SOURCE DATA >>
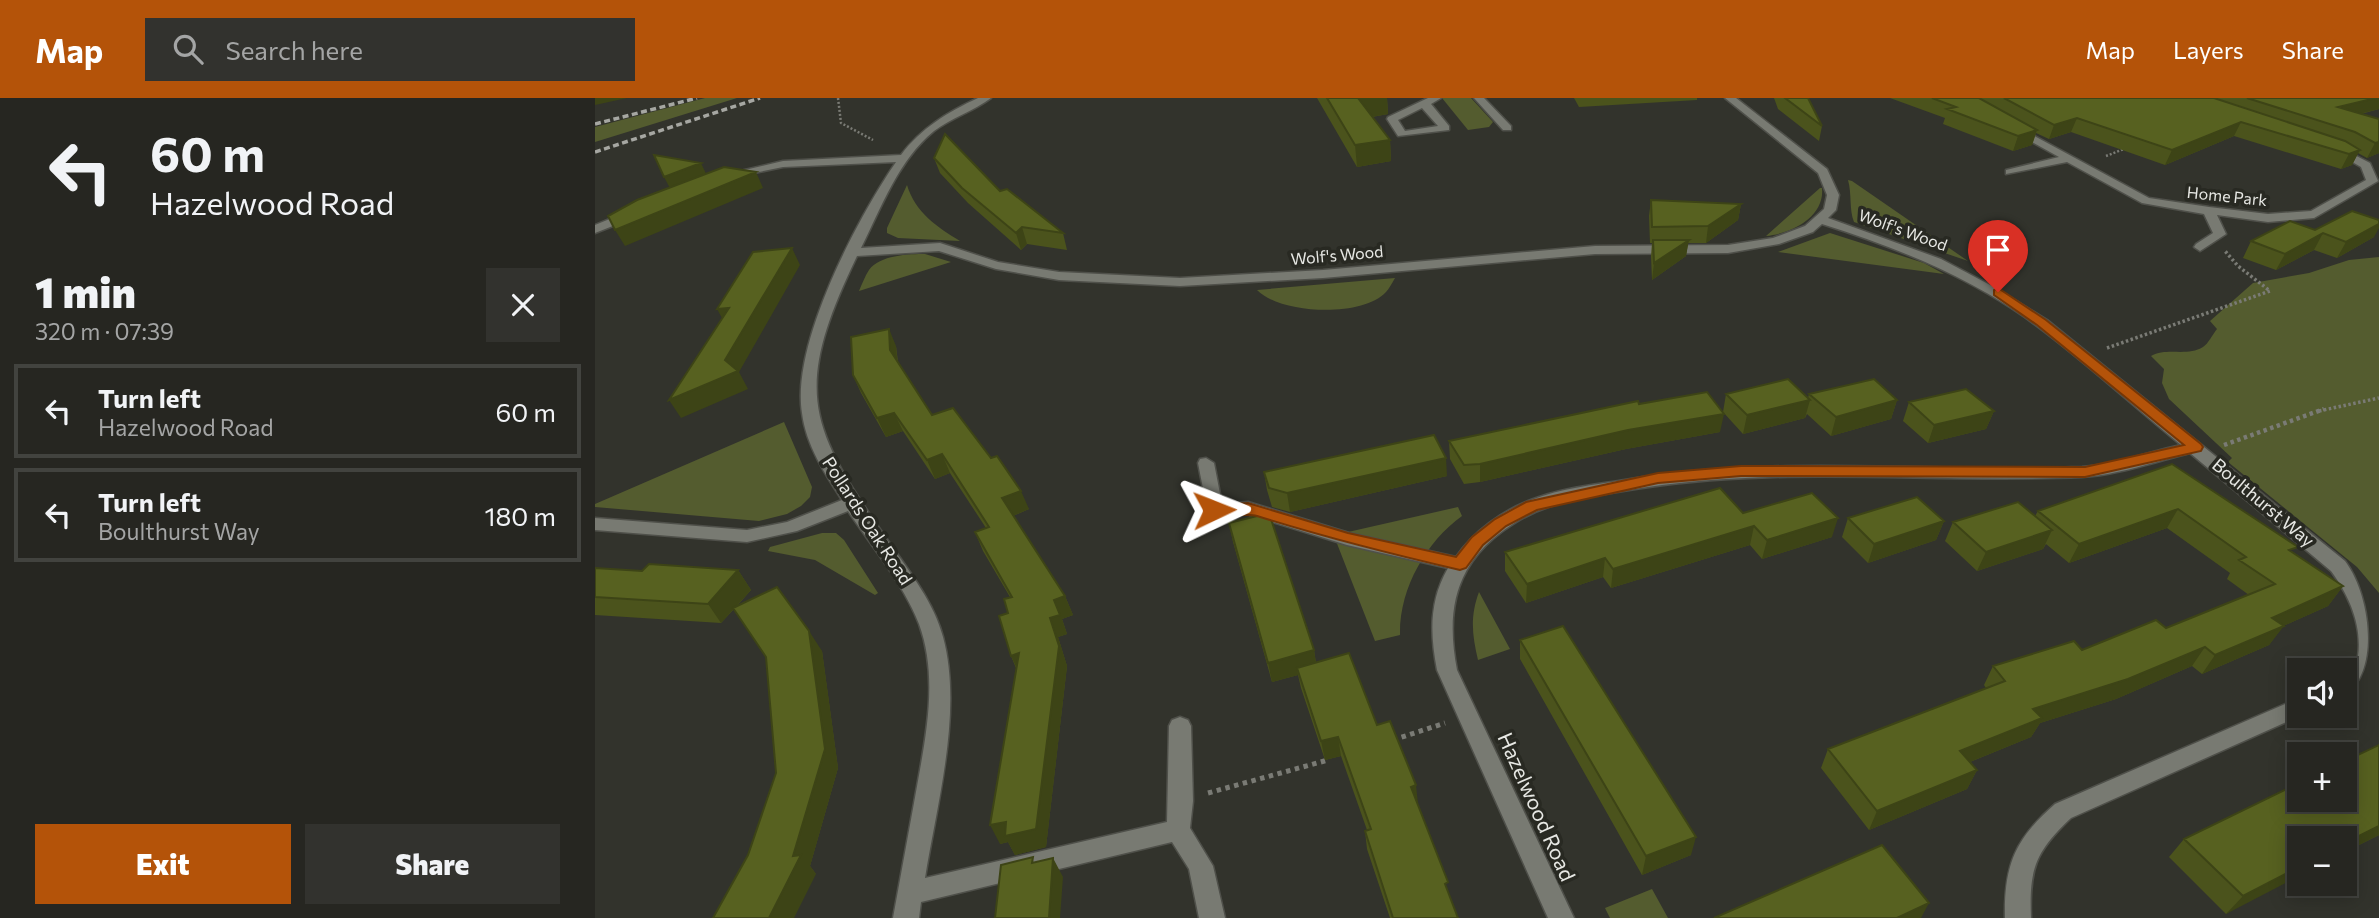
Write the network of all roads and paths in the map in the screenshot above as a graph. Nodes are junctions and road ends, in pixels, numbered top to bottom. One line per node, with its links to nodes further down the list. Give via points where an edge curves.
1 (838, 98): 11 (path, via 841,122)
2 (986, 98): 11 (street, Pollards Oak Road, via 933,129)
3 (1436, 98): 6 (street)
4 (1479, 98): 8 (street)
5 (1730, 98): 20 (street, via 1823,171 1833,195 1831,210)
6 (1419, 105): 6 (street, via 1392,119 1402,134 1445,128 1427,107)
7 (2002, 121): 12 (street, Home Park)
8 (1507, 128)
9 (2132, 145): 13 (path)
10 (2330, 146): 16 (street, via 2366,165 2372,181)
11 (904, 158): 15 (street, via 783,164); 24 (street, Pollards Oak Road)
12 (2068, 158): 13 (street, Home Park); 14 (street)
13 (2083, 166): 19 (street, Home Park, via 2145,201)
14 (2010, 172)
15 (714, 180)
16 (2365, 185): 17 (street); 19 (street, Home Park, via 2314,214 2269,218)
17 (2379, 189)
18 (643, 209): 21 (street)
19 (2209, 211): 22 (street)
20 (1821, 220): 24 (street, Wolf's Wood, via 1775,241 1728,249 1595,250 1180,282 1059,276 996,265 940,247); 25 (street, Wolf's Wood, via 1933,258 1998,292)
21 (595, 229)
22 (2220, 234): 23 (street); 26 (path, via 2225,251 2238,266 2270,291)
23 (2200, 247)
24 (853, 252): 31 (street, Pollards Oak Road, via 832,290 807,390 815,437)
25 (2042, 323): 26 (street, Boulthurst Way)
26 (2083, 356): 28 (street, Boulthurst Way)
27 (2379, 398): 29 (path, via 2330,407 2217,447)
28 (2196, 447): 29 (street, Boulthurst Way); 33 (street, Hazelwood Road, via 2085,472 1741,471 1658,478 1532,506 1477,541)
29 (2213, 461): 34 (street, Boulthurst Way, via 2338,566 2358,589)
30 (1206, 463): 33 (street, via 1214,510 1248,508 1347,539)
31 (851, 502): 32 (street, via 791,527 747,536); 43 (street, Pollards Oak Road, via 917,598 936,647 938,723)
32 (595, 524)
33 (1460, 564): 37 (street, Hazelwood Road, via 1446,589 1440,646)
34 (2378, 634): 35 (street, Boulthurst Way, via 2376,656)
35 (2357, 678)
36 (2287, 712): 47 (street, via 2063,811 2037,833 2023,858)
37 (1469, 715): 39 (path); 46 (street, Hazelwood Road)
38 (1180, 726): 41 (street)
39 (1378, 744)
40 (1333, 758): 41 (path)
41 (1181, 801): 42 (street)
42 (1178, 830): 43 (street); 45 (street, via 1201,866)
43 (910, 892): 44 (street, Pollards Oak Road)
44 (906, 918)
45 (1212, 918)
46 (1561, 918)
47 (2018, 918)

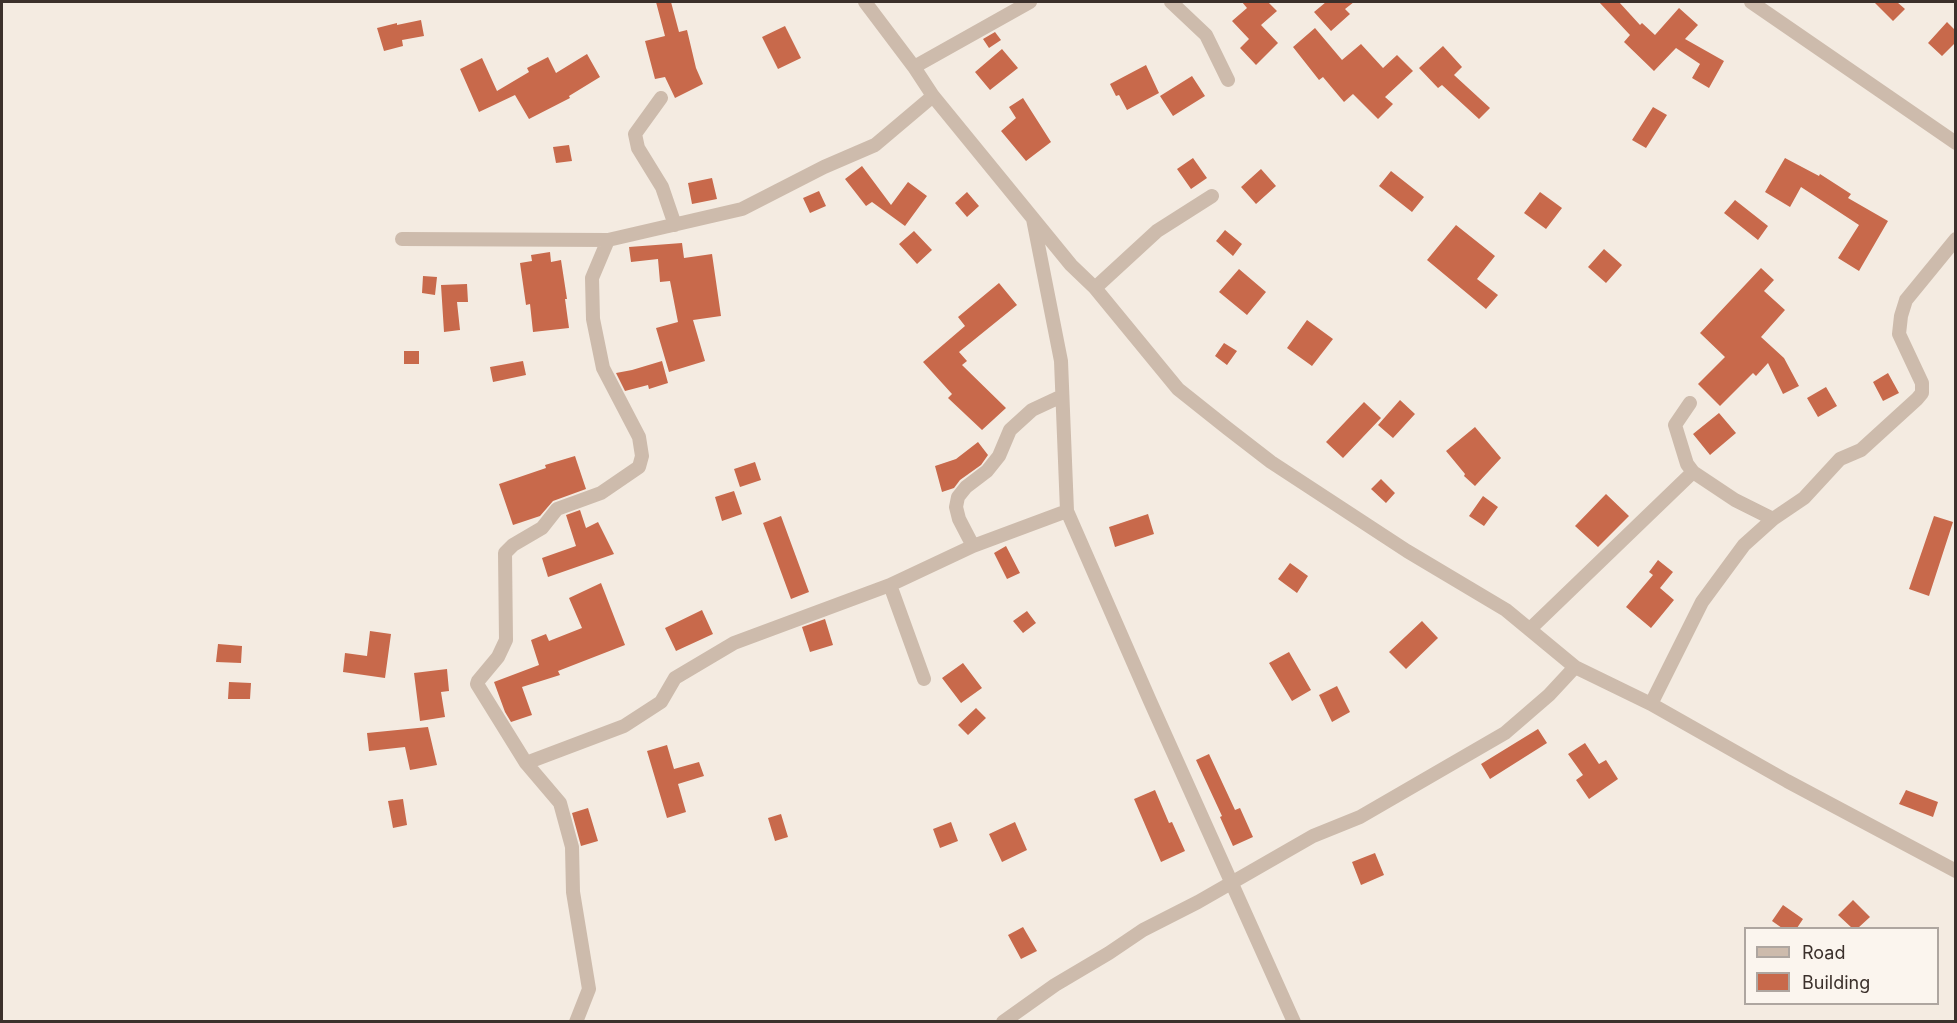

WHAT YOU ARE ASKED TO DO >> What you produce should repeat the data word for word while omitting all images.

OUTPUT OF THE EXERCISE >>
Write the network of all roads and paths in the map in the screenshot above as a graph. Nodes are junctions and road ends, in pixels, numbered top to bottom. One line per node, with its links to nodes further down the list. Give via points where an edge curves.
1 (838, 98): 11 (path, via 841,122)
2 (986, 98): 11 (street, Pollards Oak Road, via 933,129)
3 (1436, 98): 6 (street)
4 (1479, 98): 8 (street)
5 (1730, 98): 20 (street, via 1823,171 1833,195 1831,210)
6 (1419, 105): 6 (street, via 1392,119 1402,134 1445,128 1427,107)
7 (2002, 121): 12 (street, Home Park)
8 (1507, 128)
9 (2132, 145): 13 (path)
10 (2330, 146): 16 (street, via 2366,165 2372,181)
11 (904, 158): 15 (street, via 783,164); 24 (street, Pollards Oak Road)
12 (2068, 158): 13 (street, Home Park); 14 (street)
13 (2083, 166): 19 (street, Home Park, via 2145,201)
14 (2010, 172)
15 (714, 180)
16 (2365, 185): 17 (street); 19 (street, Home Park, via 2314,214 2269,218)
17 (2379, 189)
18 (643, 209): 21 (street)
19 (2209, 211): 22 (street)
20 (1821, 220): 24 (street, Wolf's Wood, via 1775,241 1728,249 1595,250 1180,282 1059,276 996,265 940,247); 25 (street, Wolf's Wood, via 1933,258 1998,292)
21 (595, 229)
22 (2220, 234): 23 (street); 26 (path, via 2225,251 2238,266 2270,291)
23 (2200, 247)
24 (853, 252): 31 (street, Pollards Oak Road, via 832,290 807,390 815,437)
25 (2042, 323): 26 (street, Boulthurst Way)
26 (2083, 356): 28 (street, Boulthurst Way)
27 (2379, 398): 29 (path, via 2330,407 2217,447)
28 (2196, 447): 29 (street, Boulthurst Way); 33 (street, Hazelwood Road, via 2085,472 1741,471 1658,478 1532,506 1477,541)
29 (2213, 461): 34 (street, Boulthurst Way, via 2338,566 2358,589)
30 (1206, 463): 33 (street, via 1214,510 1248,508 1347,539)
31 (851, 502): 32 (street, via 791,527 747,536); 43 (street, Pollards Oak Road, via 917,598 936,647 938,723)
32 (595, 524)
33 (1460, 564): 37 (street, Hazelwood Road, via 1446,589 1440,646)
34 (2378, 634): 35 (street, Boulthurst Way, via 2376,656)
35 (2357, 678)
36 (2287, 712): 47 (street, via 2063,811 2037,833 2023,858)
37 (1469, 715): 39 (path); 46 (street, Hazelwood Road)
38 (1180, 726): 41 (street)
39 (1378, 744)
40 (1333, 758): 41 (path)
41 (1181, 801): 42 (street)
42 (1178, 830): 43 (street); 45 (street, via 1201,866)
43 (910, 892): 44 (street, Pollards Oak Road)
44 (906, 918)
45 (1212, 918)
46 (1561, 918)
47 (2018, 918)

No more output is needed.